(Source data)
■ ■ ■

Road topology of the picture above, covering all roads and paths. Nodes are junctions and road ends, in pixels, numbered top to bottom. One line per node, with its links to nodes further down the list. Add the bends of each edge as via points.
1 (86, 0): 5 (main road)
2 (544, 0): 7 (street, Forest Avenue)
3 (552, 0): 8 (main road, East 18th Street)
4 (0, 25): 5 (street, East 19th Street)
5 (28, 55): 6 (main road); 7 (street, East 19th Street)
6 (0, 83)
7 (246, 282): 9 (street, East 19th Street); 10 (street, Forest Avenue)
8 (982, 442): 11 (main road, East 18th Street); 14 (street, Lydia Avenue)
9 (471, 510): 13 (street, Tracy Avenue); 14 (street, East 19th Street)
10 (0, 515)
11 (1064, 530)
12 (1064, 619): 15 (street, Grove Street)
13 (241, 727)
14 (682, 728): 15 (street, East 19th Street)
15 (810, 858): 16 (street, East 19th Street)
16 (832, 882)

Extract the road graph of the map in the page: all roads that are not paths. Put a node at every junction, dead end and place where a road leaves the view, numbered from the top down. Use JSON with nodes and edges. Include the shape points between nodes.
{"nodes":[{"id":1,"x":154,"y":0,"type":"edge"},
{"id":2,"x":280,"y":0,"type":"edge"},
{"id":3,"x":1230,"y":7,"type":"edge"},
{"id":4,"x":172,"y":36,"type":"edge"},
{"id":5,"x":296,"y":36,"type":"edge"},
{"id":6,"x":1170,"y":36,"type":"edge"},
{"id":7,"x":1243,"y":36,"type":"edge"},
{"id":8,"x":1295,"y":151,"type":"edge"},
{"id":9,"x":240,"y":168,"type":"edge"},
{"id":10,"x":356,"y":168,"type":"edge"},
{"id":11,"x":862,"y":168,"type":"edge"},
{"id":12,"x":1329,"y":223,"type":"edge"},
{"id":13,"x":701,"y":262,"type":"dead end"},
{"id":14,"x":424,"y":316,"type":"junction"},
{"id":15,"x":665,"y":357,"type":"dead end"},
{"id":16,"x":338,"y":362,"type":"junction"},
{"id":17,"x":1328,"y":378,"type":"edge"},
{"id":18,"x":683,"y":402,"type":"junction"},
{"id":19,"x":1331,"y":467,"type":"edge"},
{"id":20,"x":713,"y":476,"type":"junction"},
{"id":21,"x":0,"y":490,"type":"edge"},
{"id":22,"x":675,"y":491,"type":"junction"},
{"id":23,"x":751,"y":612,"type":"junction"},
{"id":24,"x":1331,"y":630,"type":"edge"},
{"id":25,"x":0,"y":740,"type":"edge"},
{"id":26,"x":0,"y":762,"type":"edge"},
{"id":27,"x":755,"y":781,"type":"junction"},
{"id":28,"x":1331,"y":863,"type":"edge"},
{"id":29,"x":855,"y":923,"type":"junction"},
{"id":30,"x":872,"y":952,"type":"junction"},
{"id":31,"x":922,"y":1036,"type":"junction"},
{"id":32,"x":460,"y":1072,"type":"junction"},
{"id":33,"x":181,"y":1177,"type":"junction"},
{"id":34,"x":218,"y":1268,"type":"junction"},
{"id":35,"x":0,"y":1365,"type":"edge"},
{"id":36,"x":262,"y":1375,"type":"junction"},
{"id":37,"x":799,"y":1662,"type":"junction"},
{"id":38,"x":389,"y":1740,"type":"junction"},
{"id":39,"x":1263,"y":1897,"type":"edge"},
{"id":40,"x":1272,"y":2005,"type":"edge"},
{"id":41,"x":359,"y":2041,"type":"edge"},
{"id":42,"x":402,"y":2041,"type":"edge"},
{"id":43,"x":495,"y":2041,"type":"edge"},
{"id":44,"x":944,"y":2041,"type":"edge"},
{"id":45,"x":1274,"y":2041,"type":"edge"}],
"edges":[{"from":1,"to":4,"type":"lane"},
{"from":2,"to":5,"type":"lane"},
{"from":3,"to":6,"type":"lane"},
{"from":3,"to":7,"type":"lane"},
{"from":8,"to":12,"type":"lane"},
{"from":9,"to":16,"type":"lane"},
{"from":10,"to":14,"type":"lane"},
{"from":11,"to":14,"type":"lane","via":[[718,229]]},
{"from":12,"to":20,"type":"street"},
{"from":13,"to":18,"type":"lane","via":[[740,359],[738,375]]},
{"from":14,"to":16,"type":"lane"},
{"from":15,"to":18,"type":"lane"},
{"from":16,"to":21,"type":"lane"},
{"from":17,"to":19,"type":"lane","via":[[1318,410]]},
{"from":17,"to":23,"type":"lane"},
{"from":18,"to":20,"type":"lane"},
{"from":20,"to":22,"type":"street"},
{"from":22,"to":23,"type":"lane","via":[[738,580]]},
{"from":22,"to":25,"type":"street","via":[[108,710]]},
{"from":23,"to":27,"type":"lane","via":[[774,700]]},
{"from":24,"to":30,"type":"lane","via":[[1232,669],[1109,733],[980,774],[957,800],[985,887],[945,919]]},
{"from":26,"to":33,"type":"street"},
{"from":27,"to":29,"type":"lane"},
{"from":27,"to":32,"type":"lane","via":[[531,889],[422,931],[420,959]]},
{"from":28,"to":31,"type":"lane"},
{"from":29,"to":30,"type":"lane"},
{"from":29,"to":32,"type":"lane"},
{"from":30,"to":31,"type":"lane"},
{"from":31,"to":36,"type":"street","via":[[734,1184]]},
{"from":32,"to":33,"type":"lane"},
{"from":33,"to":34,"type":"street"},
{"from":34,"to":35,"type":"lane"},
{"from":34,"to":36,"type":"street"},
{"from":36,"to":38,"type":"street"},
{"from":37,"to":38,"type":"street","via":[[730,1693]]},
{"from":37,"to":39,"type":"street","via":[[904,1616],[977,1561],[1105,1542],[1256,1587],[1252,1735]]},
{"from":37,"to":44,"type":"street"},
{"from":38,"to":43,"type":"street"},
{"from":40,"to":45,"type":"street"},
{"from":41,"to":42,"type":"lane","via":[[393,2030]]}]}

■ ■ ■

> **Exercise**
Filter the records above down to the lines that hold the string "dead".

> **Written answer**
Extract the road graph of the map in the page: all roads that are not paths. Put a node at every junction, dead end and place where a road leaves the view, numbered from the top down. Use JSON with nodes and edges. Include the shape points between nodes.
{"id":13,"x":701,"y":262,"type":"dead end"},
{"id":15,"x":665,"y":357,"type":"dead end"},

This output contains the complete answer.